START GIVEN INFORMATION

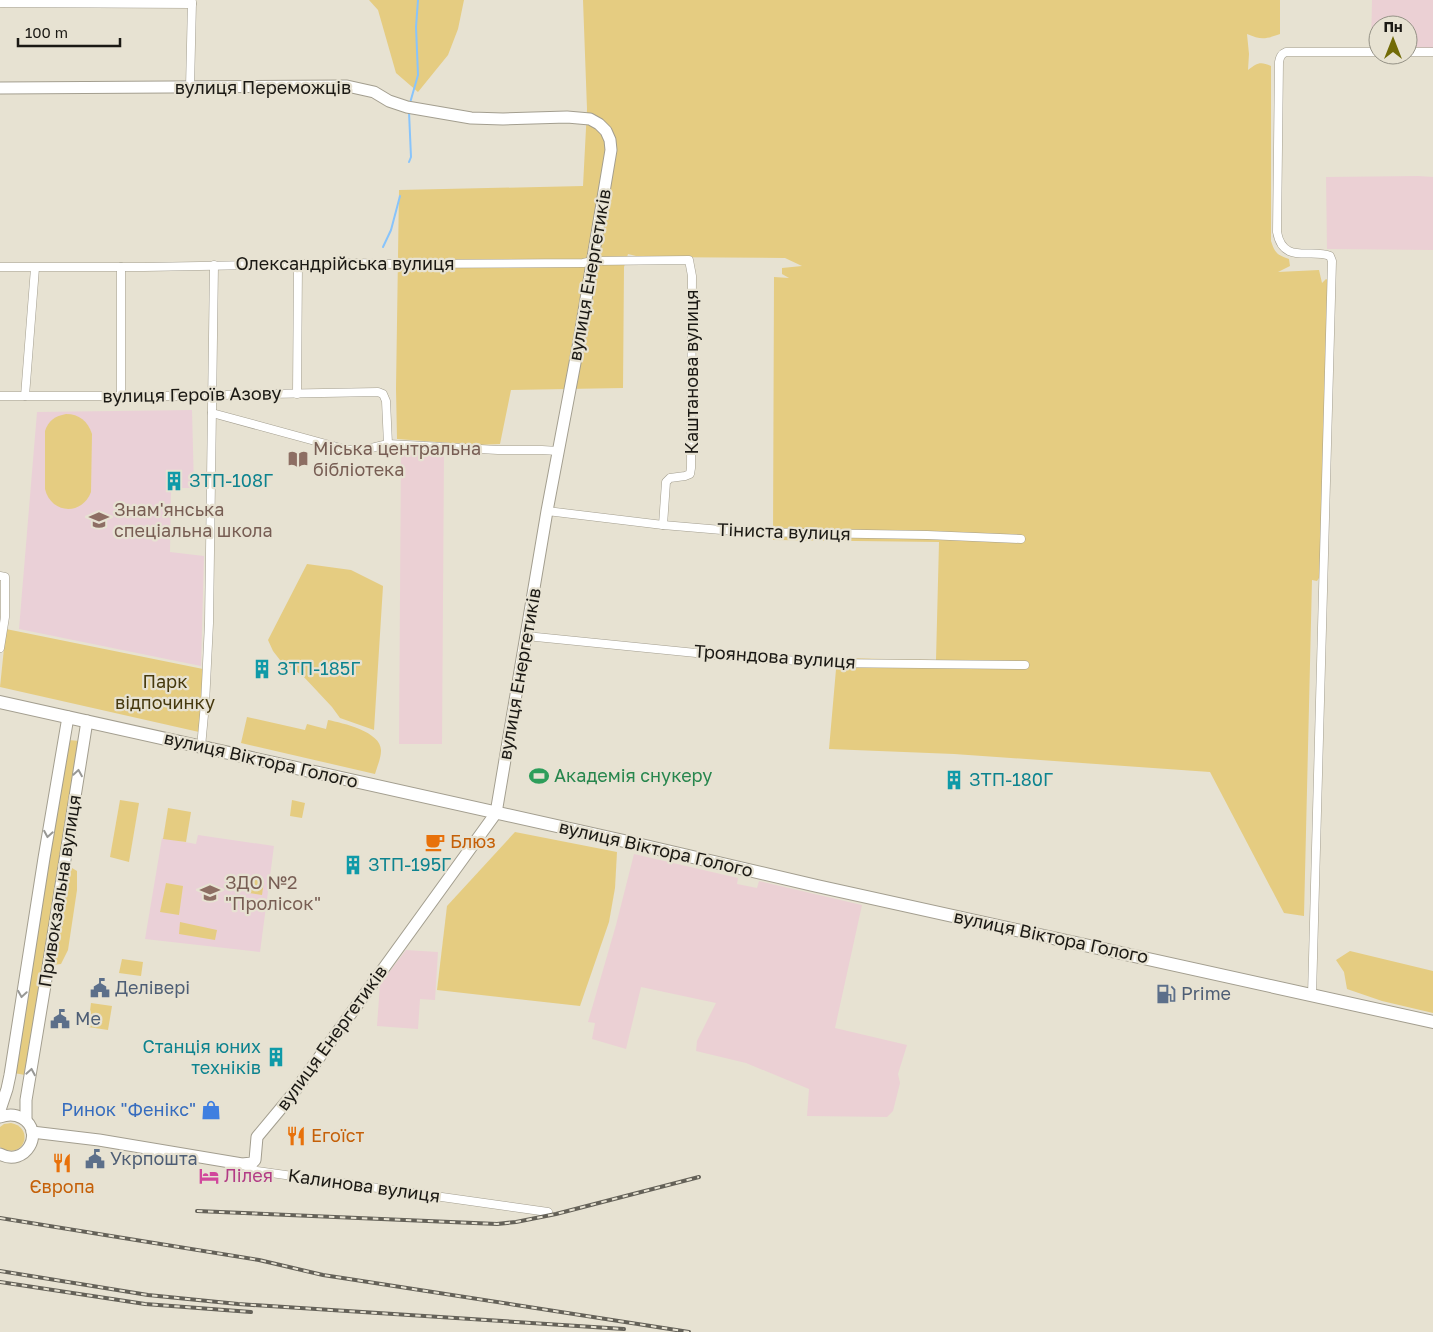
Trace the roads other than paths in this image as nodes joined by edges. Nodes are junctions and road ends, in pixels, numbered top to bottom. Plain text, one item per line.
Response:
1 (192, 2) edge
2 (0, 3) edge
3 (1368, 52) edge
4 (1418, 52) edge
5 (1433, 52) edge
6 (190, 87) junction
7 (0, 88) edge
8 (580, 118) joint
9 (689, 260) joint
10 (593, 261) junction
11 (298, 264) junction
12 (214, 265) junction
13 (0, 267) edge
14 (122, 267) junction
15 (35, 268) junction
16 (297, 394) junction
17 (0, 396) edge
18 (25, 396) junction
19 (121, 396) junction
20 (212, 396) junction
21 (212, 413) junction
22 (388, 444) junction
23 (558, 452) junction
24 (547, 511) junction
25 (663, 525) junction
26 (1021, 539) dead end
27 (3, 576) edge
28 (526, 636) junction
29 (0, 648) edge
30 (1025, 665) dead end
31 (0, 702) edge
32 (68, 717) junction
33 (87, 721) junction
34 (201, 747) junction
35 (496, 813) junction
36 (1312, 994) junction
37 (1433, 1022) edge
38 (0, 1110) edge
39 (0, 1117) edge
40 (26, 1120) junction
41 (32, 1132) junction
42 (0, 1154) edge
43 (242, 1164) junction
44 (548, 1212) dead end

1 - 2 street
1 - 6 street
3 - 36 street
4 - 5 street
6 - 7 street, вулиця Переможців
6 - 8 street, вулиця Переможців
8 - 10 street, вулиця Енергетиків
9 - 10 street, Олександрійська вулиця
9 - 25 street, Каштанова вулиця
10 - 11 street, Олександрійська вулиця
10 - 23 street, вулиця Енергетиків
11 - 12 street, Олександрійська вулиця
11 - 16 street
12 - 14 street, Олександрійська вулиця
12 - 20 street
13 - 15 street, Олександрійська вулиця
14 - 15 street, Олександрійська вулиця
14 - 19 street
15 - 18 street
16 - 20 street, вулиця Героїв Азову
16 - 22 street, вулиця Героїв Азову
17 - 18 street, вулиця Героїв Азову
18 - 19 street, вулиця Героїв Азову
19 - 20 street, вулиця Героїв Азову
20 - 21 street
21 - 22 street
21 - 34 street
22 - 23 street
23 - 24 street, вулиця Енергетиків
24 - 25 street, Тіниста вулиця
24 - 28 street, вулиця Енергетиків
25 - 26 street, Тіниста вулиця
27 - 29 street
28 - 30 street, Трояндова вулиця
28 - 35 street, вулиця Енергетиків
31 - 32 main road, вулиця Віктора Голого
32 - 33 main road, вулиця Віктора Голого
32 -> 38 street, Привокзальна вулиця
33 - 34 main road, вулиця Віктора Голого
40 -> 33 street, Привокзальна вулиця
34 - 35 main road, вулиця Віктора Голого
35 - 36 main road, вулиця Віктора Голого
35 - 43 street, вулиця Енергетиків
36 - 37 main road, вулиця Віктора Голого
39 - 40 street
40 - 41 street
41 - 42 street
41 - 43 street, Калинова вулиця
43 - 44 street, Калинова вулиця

END GIVEN INFORMATION
START GIVEN INFORMATION

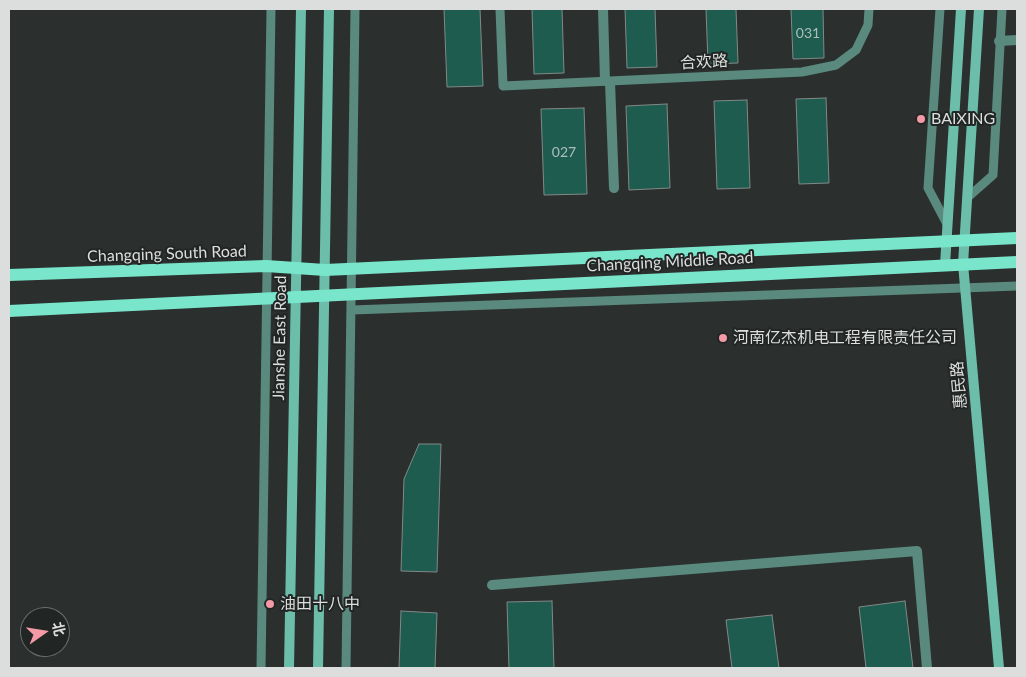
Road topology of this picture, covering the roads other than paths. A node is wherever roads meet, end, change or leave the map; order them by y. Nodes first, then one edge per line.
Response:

END GIVEN INFORMATION

◆ **WORK ORDER**:
Go through the data above and tally every line that includes "other". State only the total.

◆ **WRITTEN RESPONSE**:
2